Shooting the Messenger

Till Death Do Us Part

 Et tu, PSAC?

It took Thomas W. Brown maybe a few seconds, after reading the letter from the Right Honourable Joe Clark praising his officials, to realize that it was probably not in his interest to find these officials guilty of anything. As to when the Public Service Alliance of Canada (PSAC) gave Evelyne the green light to sacrifice her client to save a friend is unclear.

For weeks PSAC had strung me along, promising me, any day now they would be in a position to file a notice of appeal with the Federal Court of Appeal of Thomas W. Brown’s decision. Such an appeal, they said, was almost automatic; not to worry, and be patient ... but then again, there was that sticky question of one of their officer’s backroom dealings with the adjudicator.

It was the last day for filling. I was in a bit of a panic. I called PSAC to find out if they had filed a notice of appeal with the Federal Court. “Not yet,” a brother replied. He asked me to come in.

Finally, I thought, they were asking me to come in to sign some papers before the notice of appeal was rushed to the Federal Court building on Wellington Street, not more than a fifteen minute walk from union headquarters on Gilmour.

I was shown into a large office where a tall brother in a grey suit greeted me. The tall brother invited me to sit down, which I did. The brother did the same, settling his backside down in a high-back black executive chair behind an expansive desk.

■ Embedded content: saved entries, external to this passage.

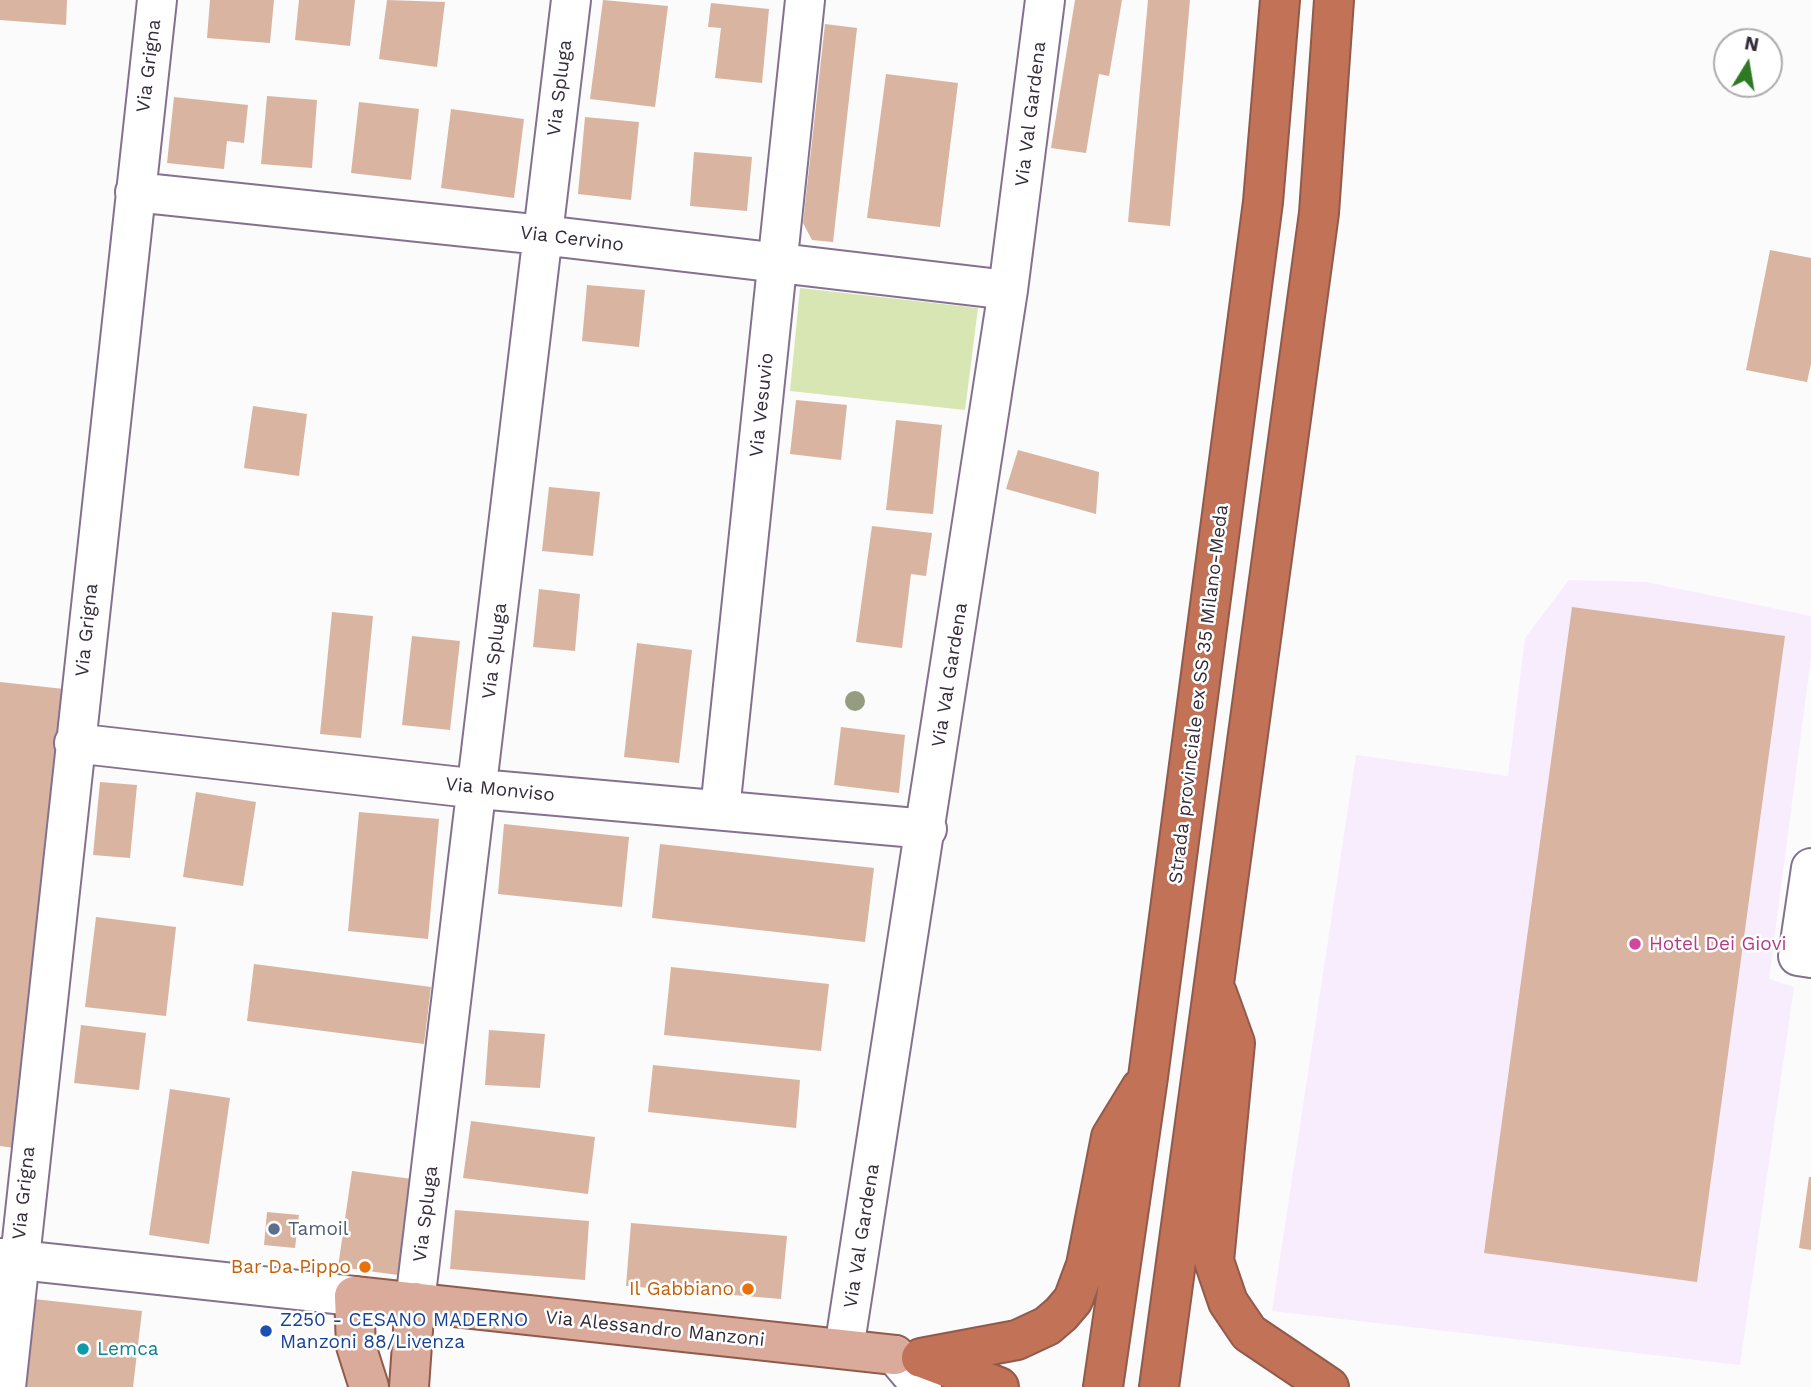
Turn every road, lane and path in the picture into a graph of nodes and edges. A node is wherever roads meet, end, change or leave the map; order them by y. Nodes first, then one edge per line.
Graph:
1 (157, 0) edge
2 (571, 0) edge
3 (805, 0) edge
4 (1045, 0) edge
5 (1280, 0) edge
6 (1335, 0) edge
7 (135, 192) junction
8 (542, 234) junction
9 (776, 264) junction
10 (1008, 290) junction
11 (74, 743) junction
12 (479, 789) junction
13 (720, 810) junction
14 (927, 829) junction
15 (1811, 868) edge
16 (1805, 957) edge
17 (1215, 988) junction
18 (1148, 1077) junction
19 (9, 1259) edge
20 (354, 1296) junction
21 (415, 1303) junction
22 (844, 1349) junction
23 (913, 1367) edge
24 (6, 1387) edge
25 (369, 1387) edge
26 (409, 1387) edge
27 (999, 1387) edge
28 (1103, 1387) edge
29 (1159, 1387) edge
30 (1329, 1387) edge

1 - 7 street, Via Grigna
2 - 8 street, Via Spluga
3 - 9 street, Via Vesuvio
4 - 10 street, Via Val Gardena
5 - 18 highway, Strada provinciale ex SS 35 Milano-Meda
6 - 17 highway
7 - 8 street, Via Cervino
7 - 11 street, Via Grigna
8 - 9 street, Via Cervino
8 - 12 street, Via Spluga
9 - 10 street, Via Cervino
9 - 13 street, Via Vesuvio
10 - 14 street, Via Val Gardena
11 - 12 street, Via Monviso
11 - 19 street, Via Grigna
12 - 13 street, Via Monviso
12 - 21 street, Via Spluga
13 - 14 street, Via Monviso
14 - 22 street, Via Val Gardena
15 - 16 street
17 - 29 highway
17 - 30 highway
18 - 23 highway
18 - 28 highway, Strada provinciale ex SS 35 Milano-Meda
19 - 20 street, Via Alessandro Manzoni
19 - 24 street, Via Grigna
20 - 21 main road, Via Alessandro Manzoni
20 - 25 main road
21 - 22 main road, Via Alessandro Manzoni
21 - 26 main road
22 - 23 main road, Via Alessandro Manzoni
23 - 27 highway

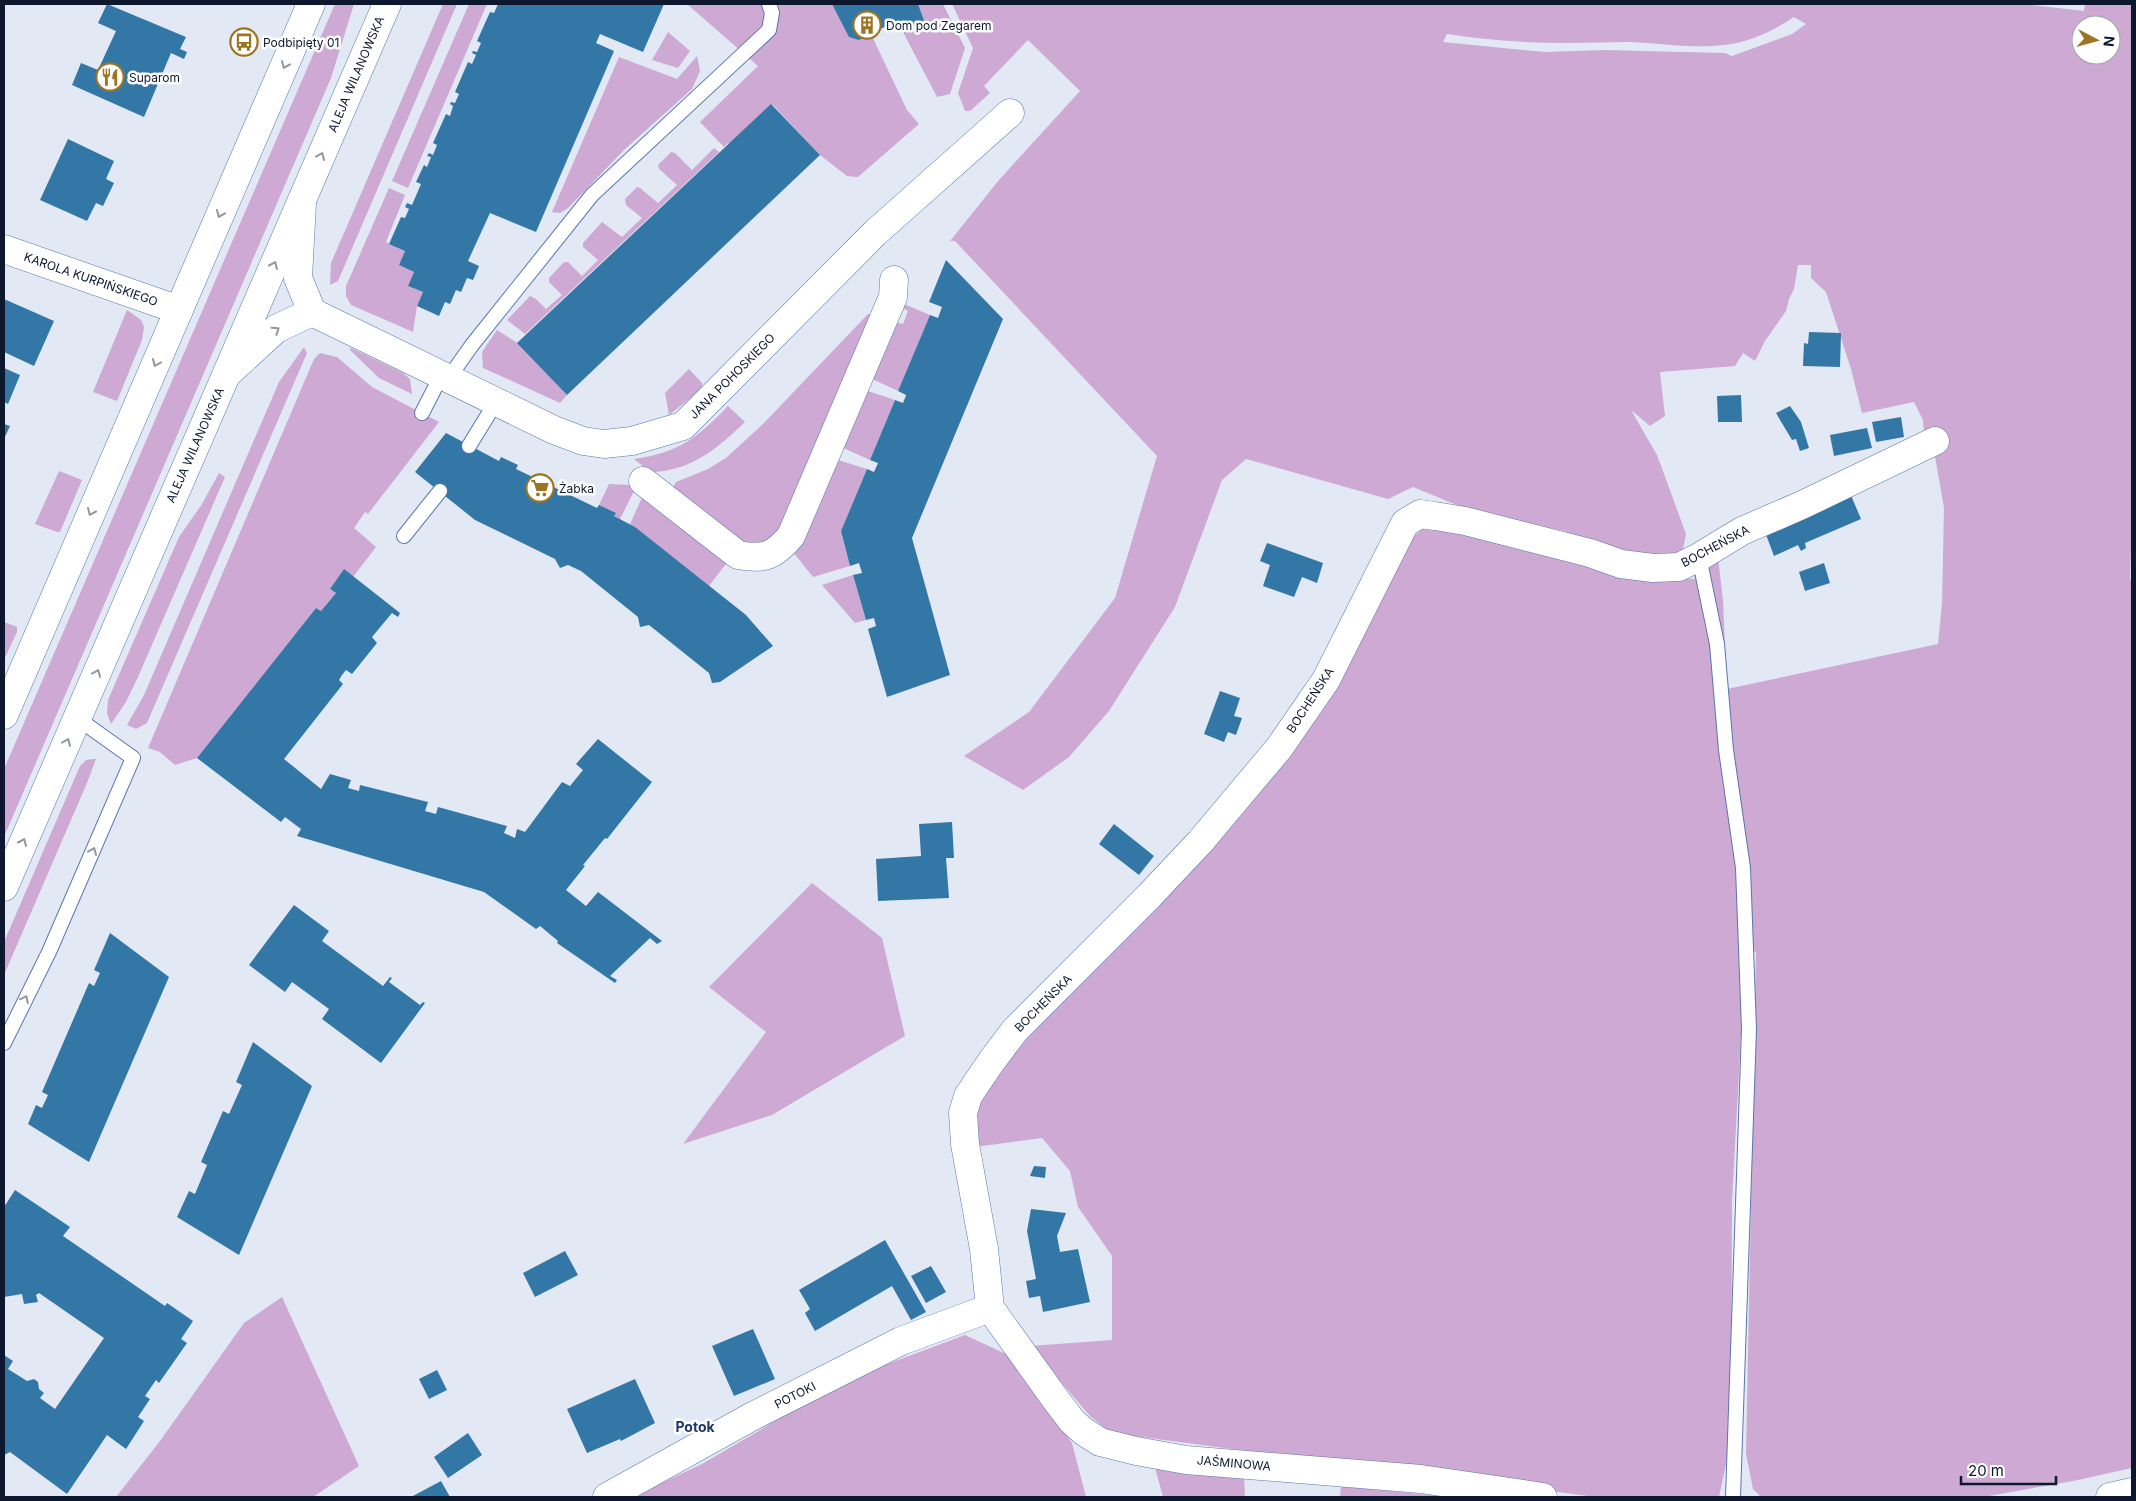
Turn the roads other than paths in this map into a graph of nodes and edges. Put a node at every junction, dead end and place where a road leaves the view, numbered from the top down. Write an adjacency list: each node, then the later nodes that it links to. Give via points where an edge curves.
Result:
1 (312, 4): 8 (street, one-way to 8)
2 (387, 4): 5 (street, ALEJA WILANOWSKA, one-way to 2)
3 (769, 4): 11 (lane, via 772,13 769,30 592,195)
4 (1010, 113): 12 (street, JANA POHOSKIEGO, via 875,233 683,426 632,441 604,444 583,441 554,430)
5 (302, 200): 9 (street, via 298,278); 10 (street, ALEJA WILANOWSKA, one-way to 5)
6 (4, 249): 8 (street, KAROLA KURPIŃSKIEGO)
7 (894, 280): 16 (street, via 893,296 791,536 778,550 755,558 738,556)
8 (179, 310): 20 (street, one-way to 20)
9 (312, 312): 10 (street, one-way to 9, via 276,329); 11 (street, JANA POHOSKIEGO)
10 (226, 374): 21 (street, ALEJA WILANOWSKA, one-way to 10)
11 (444, 378): 12 (street, JANA POHOSKIEGO); 13 (lane)
12 (496, 402): 15 (lane)
13 (422, 413)
14 (1935, 441): 19 (street, BOCHEŃSKA, via 1742,531)
15 (469, 446)
16 (642, 481)
17 (440, 491): 18 (lane)
18 (404, 536)
19 (1699, 557): 24 (street, BOCHEŃSKA, via 1679,567 1653,568 1621,564 1465,521 1420,514 1405,523 1326,680 1279,748 1200,842 1015,1030 968,1096 963,1113 966,1144 984,1249); 28 (lane, via 1716,644 1726,750 1743,868 1749,1029)
20 (6, 703)
21 (77, 718): 22 (street, ALEJA WILANOWSKA, one-way to 21); 23 (lane, one-way to 21, via 49,952 133,758)
22 (4, 887)
23 (4, 1043)
24 (990, 1308): 26 (street, POTOKI, via 901,1341 751,1417); 27 (street, JAŚMINOWA, via 1072,1421 1100,1442 1186,1460 1420,1479)
25 (2132, 1492): 29 (street)
26 (607, 1497)
27 (1543, 1497)
28 (1732, 1497)
29 (2110, 1497)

The brother leaned back a bit and began a rhythmic rubbing of the top of his thighs — one hand on each, going up and down.

Still rubbing his legs, the brother matter-of-factly informed me that they had decided not to appeal the Decision of Thomas W. Brown!

Got ya!

Et tu, PSAC? An actual stab in the back could not have felt worse.

Maybe it was time to get angry with the brother with the cold eyes and tight-lipped smile rubbing his thighs.

I got up, and only for the second or third time during this sordid affair, I swore at the person in front of me.

I told the brother that I was going to file a Notice of Appeal and that sister Evelyne better be willing to provide an Affidavit of her conversation with Thomas W. Brown or I was going to forget about the sons-of-bitches at Foreign Affairs and come after the sons-of-bitches at PSAC.

It was an empty threat, the cupboard was bare.

The tall brother quit rubbing his thighs, leaned forward, putting his hands together — the pose reminded me of a Praying Mantis — looked me in the eye and said: “If you get the Federal Court to hear your appeal, I will talk to Evelyne.”

It was a promise, I am sure this brother did not expect to have to keep.

There was only a few hours left to file. What to do? I did not even know where to start.

I left PSAC headquarters and took the fifteen minute walk to the old wartime temporary building* next to the Supreme Court where the Court administration could be found.

I did not have time, they said, to file a Notice of Appeal. The Notice of Appeal had to include the grounds on which the appeal was being filed. They suggested I ask the Court for an extension of the deadline to file. It was simple, they said, all I needed was a compelling reason.

The only compelling reason I could think of on such short notice was something to the effect that “in the interest of justice the Court must grant me an extension; that justice should not be subjected to an arbitrary deadline.”

Some brothers and sisters must have been surprised when the Federal Court granted me an extension to file. My appeal was back on; time for a return visit with the friendly helpful people at the Federal Court of Appeal to get some advice on how exactly you did this.

* During World War II, an urgent requirement for office space led to the construction of temporary wooden barrack-like buildings throughout Ottawa. All of these wartime constructions, to the author’s knowledge have now been demolished except for the one on Vittorio Street which has been preserved as an historical monument.